What you can see here are the first fully automatically produced composite rotor blades made of thermoplastic CFRP for drones. The company that has mastered this production process is called Engel. It will be presented at the JEC World 2026 in Paris.(Source:  Angels)
What you can see here are the first fully automatically produced composite rotor blades made of thermoplastic CFRP for drones. The company that has mastered this production process is called Engel. It will be presented at the JEC World 2026 in Paris.
(Source: Angels)

Engel knows how rotor blades for drones can be produced economically from thermoplastic composites. This will be one of the main topics at the Austrian company's JEC World presentation from March 10 to 12. The central element of the process is a structural sandwich structure made of carbon fiber-reinforced thermoplastic tapes (CFRP) and an injection-molded short-fiber compound. The tapes form the load-bearing cover layers of the rotor blade. They are precisely positioned in the mold and fixed in place using a vacuum. This allows the reinforcements to be laid out exactly along the load paths. This also means that material is only used where it is required for structural performance. The core component made of a thermoplastic reinforced with short fibers is then injected between the previously positioned tapes and bonded to the cover layers to form a near-net-shape component structure. To further exploit the lightweight construction potential, the core component is physically foamed using Engel's Mucell process. This reduces the component weight while maintaining the same structural performance. The result is a particularly lightweight yet highly resilient composite rotor blade that is ready for immediate use after final trimming.

Recyclable rotor blade innovation with the right partners

One of the aims of the "NeoBlade" project was to interlink aeroacoustic design, material and tool development, process automation and sustainability assessment at an early stage and transform them into an overall solution that can be implemented on an industrial scale, as Engel reports.
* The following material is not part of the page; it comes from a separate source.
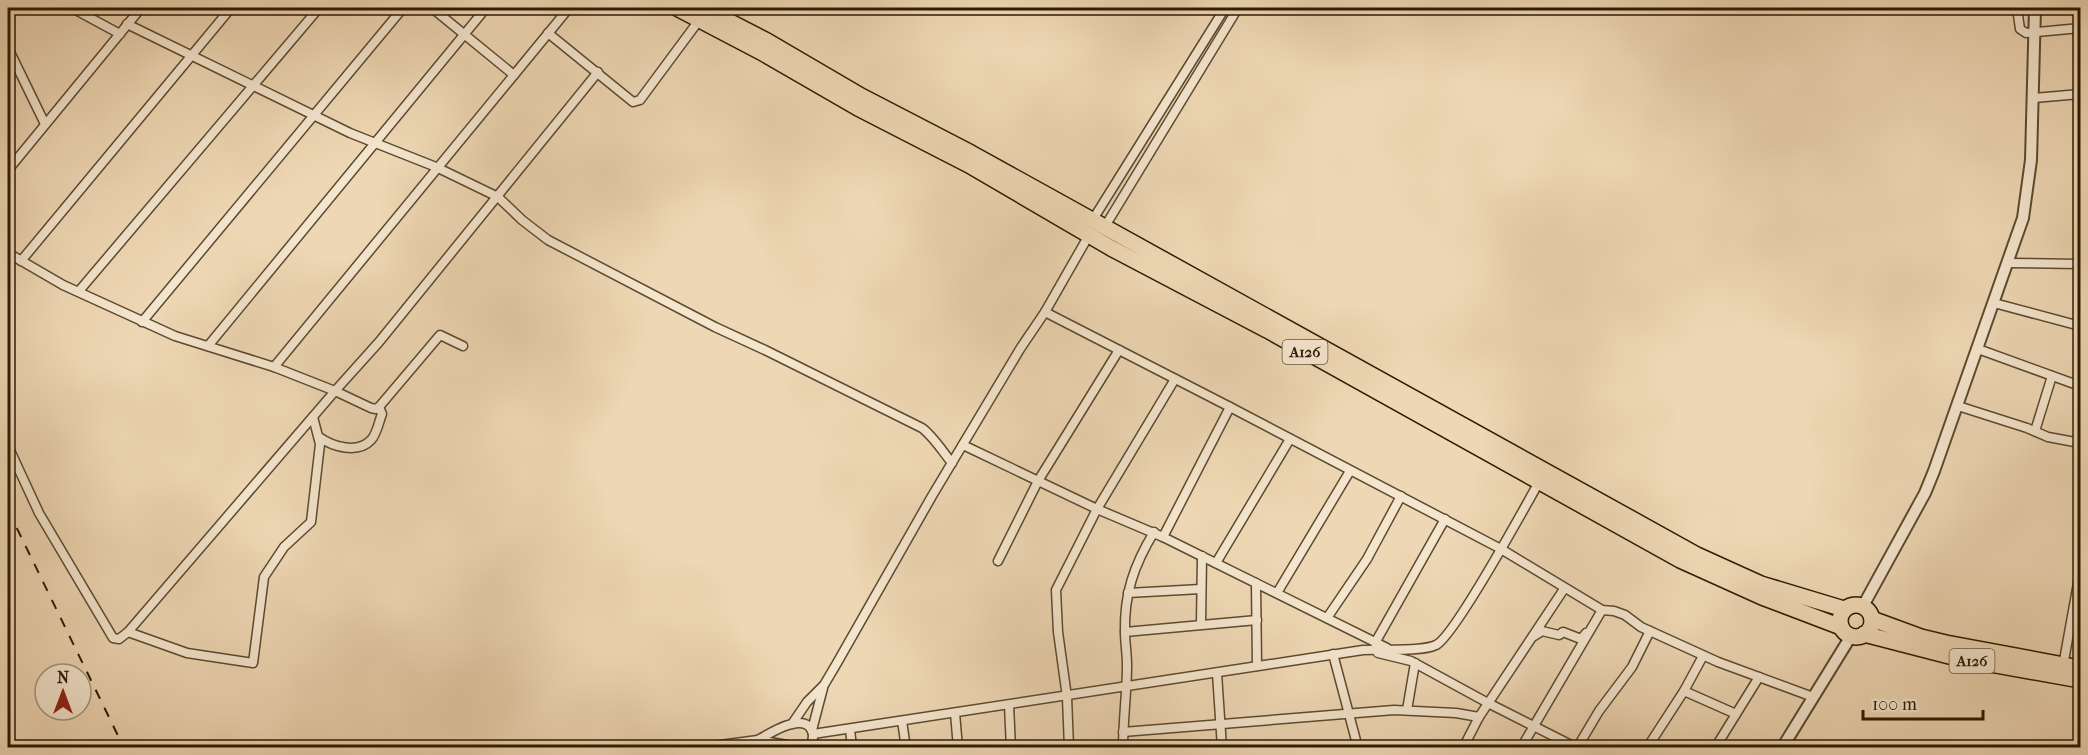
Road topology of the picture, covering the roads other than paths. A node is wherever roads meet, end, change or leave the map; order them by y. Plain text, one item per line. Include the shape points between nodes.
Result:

The project partners are Alpex Technologies, the Energy Institute at the JKU Linz, Facc Operations, Plastic Innovation and the Vienna University of Technology (Aircraft Systems Research Group). Various thermoplastic systems were investigated. 

The spectrum ranged from high-temperature resistant materials to cost-efficient alternatives. Compounds with recycled carbon fibers were also used, as emphasized. Life cycle analyses are said to have demonstrated a significant reduction in the CO₂ footprint compared to established thermoset (thermoset) processes or composites. An additional advantage is that thermoplastics are generally easy to recycle because they can be remelted. In addition to the sustainability aspects, the focus was also on cost-effectiveness. The key cost advantage of thermoplastic processes lies primarily in their industrial scalability, which can be achieved through multiple cavities, for example, as well as in very short cycle times and a high degree of automation.